Collected data entries:
▬▬▬▬▬▬▬▬▬▬
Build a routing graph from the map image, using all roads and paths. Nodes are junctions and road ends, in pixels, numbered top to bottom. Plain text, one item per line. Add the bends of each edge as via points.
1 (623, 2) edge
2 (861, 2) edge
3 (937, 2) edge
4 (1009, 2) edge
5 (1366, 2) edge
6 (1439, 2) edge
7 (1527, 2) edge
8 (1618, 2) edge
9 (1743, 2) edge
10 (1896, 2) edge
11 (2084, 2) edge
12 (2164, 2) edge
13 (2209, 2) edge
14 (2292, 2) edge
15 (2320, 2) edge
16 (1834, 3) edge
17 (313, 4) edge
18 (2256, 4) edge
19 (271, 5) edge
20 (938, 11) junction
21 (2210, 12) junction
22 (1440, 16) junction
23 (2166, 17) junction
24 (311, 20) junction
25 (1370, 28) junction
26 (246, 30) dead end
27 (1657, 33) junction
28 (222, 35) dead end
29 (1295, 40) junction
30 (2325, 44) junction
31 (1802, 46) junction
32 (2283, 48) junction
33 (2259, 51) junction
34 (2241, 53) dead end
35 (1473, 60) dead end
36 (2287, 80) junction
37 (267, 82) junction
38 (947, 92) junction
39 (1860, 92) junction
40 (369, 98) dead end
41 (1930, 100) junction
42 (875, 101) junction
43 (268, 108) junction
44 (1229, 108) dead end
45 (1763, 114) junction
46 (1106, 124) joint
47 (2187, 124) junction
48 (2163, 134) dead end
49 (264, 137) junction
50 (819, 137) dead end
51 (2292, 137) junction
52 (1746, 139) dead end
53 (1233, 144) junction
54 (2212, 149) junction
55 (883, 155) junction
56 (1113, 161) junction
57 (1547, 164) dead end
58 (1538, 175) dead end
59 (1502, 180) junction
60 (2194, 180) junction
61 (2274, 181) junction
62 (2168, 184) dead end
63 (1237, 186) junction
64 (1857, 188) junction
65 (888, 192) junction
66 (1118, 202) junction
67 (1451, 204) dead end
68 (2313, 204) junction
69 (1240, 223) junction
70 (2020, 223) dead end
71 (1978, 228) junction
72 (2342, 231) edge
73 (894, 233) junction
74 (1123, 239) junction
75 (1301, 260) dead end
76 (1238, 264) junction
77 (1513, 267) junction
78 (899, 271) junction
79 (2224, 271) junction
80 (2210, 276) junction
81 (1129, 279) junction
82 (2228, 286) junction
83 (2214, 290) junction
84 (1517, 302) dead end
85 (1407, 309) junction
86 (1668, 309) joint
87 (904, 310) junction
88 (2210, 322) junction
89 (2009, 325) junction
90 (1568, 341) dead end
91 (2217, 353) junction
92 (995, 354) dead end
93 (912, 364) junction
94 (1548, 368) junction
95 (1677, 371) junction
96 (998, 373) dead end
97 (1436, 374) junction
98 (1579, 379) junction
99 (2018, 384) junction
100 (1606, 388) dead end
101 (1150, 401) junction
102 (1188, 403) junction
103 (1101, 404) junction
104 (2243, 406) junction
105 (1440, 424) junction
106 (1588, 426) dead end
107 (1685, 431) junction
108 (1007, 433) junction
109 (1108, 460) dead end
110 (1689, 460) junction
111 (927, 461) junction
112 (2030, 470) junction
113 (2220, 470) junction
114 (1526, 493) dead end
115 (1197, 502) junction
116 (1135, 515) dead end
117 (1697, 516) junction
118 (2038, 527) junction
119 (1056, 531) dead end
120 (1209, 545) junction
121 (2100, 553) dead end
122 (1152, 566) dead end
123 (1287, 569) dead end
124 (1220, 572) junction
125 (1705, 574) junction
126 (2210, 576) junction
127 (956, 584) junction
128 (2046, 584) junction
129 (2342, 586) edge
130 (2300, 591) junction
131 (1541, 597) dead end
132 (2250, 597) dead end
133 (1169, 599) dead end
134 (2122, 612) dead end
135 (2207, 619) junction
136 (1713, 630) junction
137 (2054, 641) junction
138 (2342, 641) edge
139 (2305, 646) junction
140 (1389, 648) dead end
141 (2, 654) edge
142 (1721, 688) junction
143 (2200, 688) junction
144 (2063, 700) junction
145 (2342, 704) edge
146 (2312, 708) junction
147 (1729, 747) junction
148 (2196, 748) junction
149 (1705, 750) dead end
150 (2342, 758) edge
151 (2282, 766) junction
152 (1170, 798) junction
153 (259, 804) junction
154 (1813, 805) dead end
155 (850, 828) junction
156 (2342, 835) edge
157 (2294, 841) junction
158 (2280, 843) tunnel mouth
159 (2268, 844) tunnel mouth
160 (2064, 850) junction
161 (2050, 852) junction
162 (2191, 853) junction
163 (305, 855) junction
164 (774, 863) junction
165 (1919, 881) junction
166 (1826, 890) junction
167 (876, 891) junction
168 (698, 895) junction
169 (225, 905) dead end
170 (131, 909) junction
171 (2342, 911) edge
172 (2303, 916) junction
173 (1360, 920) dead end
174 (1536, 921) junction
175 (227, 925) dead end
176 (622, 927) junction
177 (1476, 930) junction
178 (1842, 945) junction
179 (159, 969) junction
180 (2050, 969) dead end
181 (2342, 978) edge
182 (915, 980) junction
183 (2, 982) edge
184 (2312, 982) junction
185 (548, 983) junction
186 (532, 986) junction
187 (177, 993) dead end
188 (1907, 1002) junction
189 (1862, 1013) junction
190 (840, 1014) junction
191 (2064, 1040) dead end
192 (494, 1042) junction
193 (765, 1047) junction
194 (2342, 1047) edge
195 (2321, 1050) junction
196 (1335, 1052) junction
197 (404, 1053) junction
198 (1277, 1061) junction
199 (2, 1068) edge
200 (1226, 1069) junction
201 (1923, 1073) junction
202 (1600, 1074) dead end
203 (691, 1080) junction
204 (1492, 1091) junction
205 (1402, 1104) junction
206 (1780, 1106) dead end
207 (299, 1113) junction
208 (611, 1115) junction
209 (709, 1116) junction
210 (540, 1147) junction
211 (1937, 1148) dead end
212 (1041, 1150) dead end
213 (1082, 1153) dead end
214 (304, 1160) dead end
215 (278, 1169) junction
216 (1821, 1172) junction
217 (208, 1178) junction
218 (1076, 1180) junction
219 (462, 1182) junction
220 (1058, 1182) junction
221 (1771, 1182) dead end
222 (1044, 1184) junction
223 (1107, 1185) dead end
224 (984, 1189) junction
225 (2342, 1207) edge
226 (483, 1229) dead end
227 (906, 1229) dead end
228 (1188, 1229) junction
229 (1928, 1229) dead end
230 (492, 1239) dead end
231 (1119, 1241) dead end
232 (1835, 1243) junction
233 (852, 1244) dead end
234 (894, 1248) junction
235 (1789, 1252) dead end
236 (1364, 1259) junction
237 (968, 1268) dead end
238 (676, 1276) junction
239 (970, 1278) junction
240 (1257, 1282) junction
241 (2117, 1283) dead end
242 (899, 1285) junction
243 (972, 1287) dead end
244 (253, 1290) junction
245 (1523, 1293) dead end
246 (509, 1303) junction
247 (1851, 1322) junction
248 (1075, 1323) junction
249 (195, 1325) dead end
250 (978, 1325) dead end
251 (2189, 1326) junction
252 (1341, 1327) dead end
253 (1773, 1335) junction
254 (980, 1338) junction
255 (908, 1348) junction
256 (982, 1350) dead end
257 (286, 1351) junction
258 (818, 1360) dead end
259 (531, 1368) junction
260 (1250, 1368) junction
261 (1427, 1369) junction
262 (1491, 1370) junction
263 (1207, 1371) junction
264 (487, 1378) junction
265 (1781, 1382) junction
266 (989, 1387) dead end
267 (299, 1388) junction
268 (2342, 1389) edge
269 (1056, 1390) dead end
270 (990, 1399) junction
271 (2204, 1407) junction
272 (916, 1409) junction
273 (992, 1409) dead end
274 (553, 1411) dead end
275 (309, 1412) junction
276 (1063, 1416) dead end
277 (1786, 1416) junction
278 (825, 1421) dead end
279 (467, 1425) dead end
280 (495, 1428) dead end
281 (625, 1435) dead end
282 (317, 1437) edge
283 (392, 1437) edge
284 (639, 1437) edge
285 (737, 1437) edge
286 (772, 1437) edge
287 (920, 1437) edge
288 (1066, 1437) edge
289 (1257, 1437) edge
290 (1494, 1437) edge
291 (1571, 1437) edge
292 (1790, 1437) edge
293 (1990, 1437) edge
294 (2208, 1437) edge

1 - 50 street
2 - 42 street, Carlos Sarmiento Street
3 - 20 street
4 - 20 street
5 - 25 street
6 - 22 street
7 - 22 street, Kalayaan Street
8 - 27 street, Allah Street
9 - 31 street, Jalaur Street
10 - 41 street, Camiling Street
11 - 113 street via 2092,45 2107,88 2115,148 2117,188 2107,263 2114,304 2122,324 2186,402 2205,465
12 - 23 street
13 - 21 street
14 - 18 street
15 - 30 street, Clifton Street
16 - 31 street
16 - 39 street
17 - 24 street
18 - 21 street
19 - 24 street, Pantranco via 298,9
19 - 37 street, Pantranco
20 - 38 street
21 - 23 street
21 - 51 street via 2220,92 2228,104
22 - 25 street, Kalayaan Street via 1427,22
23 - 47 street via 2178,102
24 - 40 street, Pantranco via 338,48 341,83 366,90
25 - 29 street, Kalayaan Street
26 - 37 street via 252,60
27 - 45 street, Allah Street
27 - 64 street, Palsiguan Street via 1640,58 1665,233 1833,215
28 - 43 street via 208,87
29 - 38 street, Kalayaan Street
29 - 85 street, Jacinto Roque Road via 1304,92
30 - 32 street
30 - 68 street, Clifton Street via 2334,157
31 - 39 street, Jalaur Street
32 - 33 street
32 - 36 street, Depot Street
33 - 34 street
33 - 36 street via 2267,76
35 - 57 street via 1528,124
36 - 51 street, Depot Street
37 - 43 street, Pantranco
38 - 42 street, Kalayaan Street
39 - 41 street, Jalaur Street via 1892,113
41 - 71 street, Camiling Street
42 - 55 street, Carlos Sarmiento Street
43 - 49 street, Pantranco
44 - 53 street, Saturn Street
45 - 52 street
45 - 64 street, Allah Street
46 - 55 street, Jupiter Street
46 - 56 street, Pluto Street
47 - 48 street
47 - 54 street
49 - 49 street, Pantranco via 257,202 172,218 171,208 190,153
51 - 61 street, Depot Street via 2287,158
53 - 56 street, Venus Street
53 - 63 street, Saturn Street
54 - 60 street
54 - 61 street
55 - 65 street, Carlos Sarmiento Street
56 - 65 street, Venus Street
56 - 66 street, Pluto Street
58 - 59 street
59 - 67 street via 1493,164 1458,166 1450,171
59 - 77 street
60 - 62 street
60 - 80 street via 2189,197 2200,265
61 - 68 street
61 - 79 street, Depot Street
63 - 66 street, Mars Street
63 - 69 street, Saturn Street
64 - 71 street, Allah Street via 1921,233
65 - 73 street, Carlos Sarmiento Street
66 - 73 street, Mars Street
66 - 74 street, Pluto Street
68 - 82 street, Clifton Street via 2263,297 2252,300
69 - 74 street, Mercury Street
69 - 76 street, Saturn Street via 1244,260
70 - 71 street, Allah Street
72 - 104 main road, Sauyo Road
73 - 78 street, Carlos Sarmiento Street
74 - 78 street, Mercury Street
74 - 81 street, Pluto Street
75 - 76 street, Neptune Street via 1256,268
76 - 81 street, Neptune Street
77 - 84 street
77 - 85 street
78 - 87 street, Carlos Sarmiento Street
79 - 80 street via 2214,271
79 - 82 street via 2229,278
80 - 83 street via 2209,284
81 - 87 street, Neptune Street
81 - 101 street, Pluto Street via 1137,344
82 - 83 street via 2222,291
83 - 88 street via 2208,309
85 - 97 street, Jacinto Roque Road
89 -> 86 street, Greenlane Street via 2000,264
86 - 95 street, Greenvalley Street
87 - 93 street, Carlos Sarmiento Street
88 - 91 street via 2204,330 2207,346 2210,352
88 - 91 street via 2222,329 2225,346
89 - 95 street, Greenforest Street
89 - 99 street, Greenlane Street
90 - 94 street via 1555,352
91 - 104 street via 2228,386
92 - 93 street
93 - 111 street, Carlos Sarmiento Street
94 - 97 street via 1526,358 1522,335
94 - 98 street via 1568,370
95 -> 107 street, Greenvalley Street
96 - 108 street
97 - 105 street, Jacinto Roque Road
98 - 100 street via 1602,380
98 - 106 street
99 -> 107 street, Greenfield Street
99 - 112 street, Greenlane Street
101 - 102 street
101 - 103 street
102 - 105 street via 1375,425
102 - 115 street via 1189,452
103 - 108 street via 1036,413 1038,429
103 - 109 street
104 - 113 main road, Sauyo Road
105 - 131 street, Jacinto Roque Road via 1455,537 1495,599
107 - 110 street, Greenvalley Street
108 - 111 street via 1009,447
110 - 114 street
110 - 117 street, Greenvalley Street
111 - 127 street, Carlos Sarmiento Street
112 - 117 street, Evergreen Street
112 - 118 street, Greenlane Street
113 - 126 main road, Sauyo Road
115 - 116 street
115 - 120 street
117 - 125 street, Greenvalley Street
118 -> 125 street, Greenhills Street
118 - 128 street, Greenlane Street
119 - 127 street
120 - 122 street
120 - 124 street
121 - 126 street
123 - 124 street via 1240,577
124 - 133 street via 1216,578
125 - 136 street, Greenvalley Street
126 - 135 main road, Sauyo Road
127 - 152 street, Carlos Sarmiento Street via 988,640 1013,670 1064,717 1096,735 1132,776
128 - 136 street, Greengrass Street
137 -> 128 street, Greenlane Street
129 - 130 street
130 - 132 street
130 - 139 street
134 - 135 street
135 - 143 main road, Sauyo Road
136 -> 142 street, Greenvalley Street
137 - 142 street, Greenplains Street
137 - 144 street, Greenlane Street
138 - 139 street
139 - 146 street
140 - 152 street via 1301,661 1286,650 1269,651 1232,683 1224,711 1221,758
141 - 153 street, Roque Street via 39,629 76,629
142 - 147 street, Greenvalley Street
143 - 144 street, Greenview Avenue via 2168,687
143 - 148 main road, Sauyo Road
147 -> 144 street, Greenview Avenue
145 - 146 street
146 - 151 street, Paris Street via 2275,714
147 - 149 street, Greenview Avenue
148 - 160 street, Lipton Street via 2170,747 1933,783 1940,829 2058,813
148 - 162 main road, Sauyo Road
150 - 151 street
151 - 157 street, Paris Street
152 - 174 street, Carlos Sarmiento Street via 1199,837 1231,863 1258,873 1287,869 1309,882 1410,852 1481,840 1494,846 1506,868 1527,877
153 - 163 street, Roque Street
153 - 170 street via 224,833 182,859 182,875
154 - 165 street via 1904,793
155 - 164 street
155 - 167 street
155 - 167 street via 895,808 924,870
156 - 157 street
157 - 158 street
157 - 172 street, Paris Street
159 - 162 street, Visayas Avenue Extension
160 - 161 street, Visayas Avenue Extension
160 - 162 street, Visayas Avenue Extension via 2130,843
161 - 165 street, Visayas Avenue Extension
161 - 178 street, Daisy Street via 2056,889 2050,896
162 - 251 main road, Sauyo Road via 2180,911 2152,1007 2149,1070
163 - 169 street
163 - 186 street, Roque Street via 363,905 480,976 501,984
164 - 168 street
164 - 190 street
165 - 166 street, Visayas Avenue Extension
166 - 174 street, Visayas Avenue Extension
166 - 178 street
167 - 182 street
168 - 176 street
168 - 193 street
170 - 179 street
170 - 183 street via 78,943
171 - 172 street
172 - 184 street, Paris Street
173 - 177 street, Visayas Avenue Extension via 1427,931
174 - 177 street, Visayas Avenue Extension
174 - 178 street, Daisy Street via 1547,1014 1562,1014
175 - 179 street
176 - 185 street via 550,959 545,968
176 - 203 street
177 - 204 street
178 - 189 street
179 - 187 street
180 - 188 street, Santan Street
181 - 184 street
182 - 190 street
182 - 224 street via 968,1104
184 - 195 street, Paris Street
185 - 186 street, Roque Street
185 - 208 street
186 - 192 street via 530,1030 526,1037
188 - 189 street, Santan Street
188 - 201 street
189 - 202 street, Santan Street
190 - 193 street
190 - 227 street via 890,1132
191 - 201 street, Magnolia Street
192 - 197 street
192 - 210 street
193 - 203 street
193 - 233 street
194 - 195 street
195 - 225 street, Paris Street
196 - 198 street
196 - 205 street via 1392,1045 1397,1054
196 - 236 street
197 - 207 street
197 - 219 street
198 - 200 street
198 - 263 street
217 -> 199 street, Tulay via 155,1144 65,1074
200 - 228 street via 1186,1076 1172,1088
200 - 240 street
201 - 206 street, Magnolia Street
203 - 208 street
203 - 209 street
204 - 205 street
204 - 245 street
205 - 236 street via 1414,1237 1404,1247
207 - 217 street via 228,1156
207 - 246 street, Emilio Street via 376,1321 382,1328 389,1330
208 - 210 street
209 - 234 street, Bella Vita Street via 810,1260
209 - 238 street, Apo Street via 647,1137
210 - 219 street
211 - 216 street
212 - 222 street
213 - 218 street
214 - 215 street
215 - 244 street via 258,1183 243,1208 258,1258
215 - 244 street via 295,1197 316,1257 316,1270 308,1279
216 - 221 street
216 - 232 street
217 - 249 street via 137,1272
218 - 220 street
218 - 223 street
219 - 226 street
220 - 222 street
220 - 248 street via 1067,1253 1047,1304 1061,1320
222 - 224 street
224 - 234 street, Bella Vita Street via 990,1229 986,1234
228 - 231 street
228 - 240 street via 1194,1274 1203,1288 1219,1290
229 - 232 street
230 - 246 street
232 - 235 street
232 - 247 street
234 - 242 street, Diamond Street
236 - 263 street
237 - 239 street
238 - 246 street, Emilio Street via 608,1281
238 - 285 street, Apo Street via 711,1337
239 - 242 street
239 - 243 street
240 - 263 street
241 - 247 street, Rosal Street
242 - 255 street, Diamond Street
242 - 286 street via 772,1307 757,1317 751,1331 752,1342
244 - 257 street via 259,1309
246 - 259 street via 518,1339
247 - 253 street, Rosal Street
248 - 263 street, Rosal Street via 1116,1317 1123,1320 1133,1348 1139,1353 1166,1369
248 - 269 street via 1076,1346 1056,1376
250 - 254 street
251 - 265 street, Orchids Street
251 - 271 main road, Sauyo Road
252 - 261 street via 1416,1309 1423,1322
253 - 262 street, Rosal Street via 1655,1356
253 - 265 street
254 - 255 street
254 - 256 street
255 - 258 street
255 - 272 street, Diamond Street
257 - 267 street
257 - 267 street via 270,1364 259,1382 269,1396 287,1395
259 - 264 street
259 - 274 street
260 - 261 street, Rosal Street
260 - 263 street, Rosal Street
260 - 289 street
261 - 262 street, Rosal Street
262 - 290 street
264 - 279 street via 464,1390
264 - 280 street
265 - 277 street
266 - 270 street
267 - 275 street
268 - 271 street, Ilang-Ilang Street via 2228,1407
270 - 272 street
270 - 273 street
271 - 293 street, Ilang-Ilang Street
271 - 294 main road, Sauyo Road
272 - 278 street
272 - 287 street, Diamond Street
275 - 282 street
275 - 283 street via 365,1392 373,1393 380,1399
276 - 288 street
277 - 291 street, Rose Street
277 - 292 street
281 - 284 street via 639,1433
▬▬▬▬▬▬▬▬▬▬
[WORK TASK] All lines in the records that contain "Venus" are to be copied and returned.

[WRITTEN SOLUTION]
53 - 56 street, Venus Street
56 - 65 street, Venus Street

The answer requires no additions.